From Left to Write asks reviewers to connect the book of the month with their personal experiences. Accordingly, this is not a traditional book review, but rather, my response to this month’s selection. Find out more here. I received an advance copy of The Funeral Dress for free, but I was not compensated in any way for this review. My comments are my own. The Funeral Dress is available for purchase here.
So, a lot of questions, but I wanted to narrow my response down to the one I imagine the protagonist, Emmalee, was forced to confront: what kind of mother do I want to be?
How To Mom Like a Champ [The Summary]
It's not until Emmalee takes a position at a shirt factory as a collar maker that she finds someone who cares about her. Grumpy Leona Lane, a fellow seamstress, adopts Emmalee as her protegee, and offers to let the girl and her baby come live with Leona and her husband in their trailer. Leona, who lost a baby as a young woman and was never able to conceive after, is excited to have two girls to mother.
Then it gets sad.
However, the night before Emmalee is set to escape from Nolan, Leona and her husband die in a car accident. Emmalee struggles with her disappointment, losing her friend, and her insecurities about being a mother as the town prepares for the couple's funeral. Emmalee appeals to the town's funeral home director for permission to sew Leona's funeral dress. Leona's church community protests that an unmarried single mother assume such an important task, but the director, along with other seamstresses from the factory, rally around her.
Ultimately, Emmalee learns that Leona's death did not close off her last opportunity for happiness. Instead, she forms new connections with previously estranged community members, gains confidence in her ability to raise a daughter, and defends her right to remain Kelly Faye's mother.
The Kind of Mother I Want To Be [The Personal]
Now that I'm older and...older, I find myself warming more to the possibility of a girl. I think it's because, as I edge closer to 30, I am more certain about what kind of mother I would want to be to my daughter:
I would teach her to make others feel like a priority.

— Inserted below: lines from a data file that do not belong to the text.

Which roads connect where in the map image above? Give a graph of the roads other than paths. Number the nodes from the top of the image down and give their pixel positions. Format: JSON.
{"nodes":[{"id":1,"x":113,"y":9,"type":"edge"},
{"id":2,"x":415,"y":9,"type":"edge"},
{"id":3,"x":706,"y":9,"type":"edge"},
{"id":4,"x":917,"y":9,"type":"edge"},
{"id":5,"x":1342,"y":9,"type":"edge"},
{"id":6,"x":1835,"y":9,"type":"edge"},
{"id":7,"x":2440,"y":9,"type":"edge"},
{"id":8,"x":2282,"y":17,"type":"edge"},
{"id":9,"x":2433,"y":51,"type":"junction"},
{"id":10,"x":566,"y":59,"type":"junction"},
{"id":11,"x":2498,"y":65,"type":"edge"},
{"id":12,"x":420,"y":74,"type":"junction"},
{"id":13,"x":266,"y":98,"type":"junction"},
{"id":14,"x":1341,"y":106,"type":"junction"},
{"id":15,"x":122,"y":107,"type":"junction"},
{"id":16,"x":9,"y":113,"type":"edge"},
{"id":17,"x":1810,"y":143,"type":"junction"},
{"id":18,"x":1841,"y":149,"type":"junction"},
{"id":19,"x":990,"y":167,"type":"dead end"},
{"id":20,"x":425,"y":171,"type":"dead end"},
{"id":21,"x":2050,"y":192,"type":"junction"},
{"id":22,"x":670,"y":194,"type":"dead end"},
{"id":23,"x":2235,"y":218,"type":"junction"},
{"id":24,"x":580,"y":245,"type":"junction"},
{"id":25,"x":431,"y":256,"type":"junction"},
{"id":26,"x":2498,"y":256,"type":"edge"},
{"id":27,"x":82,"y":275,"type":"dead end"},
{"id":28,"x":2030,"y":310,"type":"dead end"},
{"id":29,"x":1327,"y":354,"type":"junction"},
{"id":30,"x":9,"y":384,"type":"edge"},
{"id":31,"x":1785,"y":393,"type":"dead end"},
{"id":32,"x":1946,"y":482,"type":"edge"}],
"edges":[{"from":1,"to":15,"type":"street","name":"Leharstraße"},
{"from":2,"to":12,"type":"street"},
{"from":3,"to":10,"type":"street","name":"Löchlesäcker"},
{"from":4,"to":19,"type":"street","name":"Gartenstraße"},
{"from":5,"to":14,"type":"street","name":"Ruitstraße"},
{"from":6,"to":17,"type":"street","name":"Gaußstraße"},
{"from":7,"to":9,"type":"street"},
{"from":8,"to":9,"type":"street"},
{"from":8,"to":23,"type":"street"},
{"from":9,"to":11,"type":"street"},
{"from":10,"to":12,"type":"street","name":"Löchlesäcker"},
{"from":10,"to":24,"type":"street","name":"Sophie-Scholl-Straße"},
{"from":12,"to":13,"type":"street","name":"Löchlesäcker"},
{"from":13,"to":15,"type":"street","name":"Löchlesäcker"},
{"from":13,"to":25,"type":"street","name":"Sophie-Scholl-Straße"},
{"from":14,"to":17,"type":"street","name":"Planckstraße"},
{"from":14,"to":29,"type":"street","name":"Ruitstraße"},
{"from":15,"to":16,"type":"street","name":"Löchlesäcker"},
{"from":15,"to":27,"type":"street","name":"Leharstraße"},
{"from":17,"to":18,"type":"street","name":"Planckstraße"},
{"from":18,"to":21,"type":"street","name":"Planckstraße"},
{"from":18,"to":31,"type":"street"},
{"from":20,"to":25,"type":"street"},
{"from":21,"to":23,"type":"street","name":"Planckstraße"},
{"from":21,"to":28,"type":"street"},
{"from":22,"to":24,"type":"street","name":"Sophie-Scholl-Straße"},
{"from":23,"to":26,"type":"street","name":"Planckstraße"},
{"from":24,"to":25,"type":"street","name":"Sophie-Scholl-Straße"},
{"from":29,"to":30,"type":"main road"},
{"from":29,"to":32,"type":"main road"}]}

Throughout most of my undergrad and early grad school years, I felt constantly on high alert. I was always rushing from one spot to another, intensely anxious and trapped in my mind. I remember one day walking across the quad and spotting a friend. I had a little extra time, so instead of saying, "Hey!" and barreling past him, I stopped and talked with him for a few minutes. Our conversation left me feeling significantly happier and I arrived to class in a much better mood than usual.
Later that day at lunch he told me that he was surprised when I paused to chat with him earlier. "Usually you don't stop to talk to anybody," he observed.
I never forgot that. All this time I thought I was doing the right thing by keeping my head down and focusing on school first. But what I didn't realize is how important it is to make the people in your life feel like a priority, even when you're busy. Life is never going to be more convenient for establishing and maintaining relationships. Which is why it is so important to make time for them.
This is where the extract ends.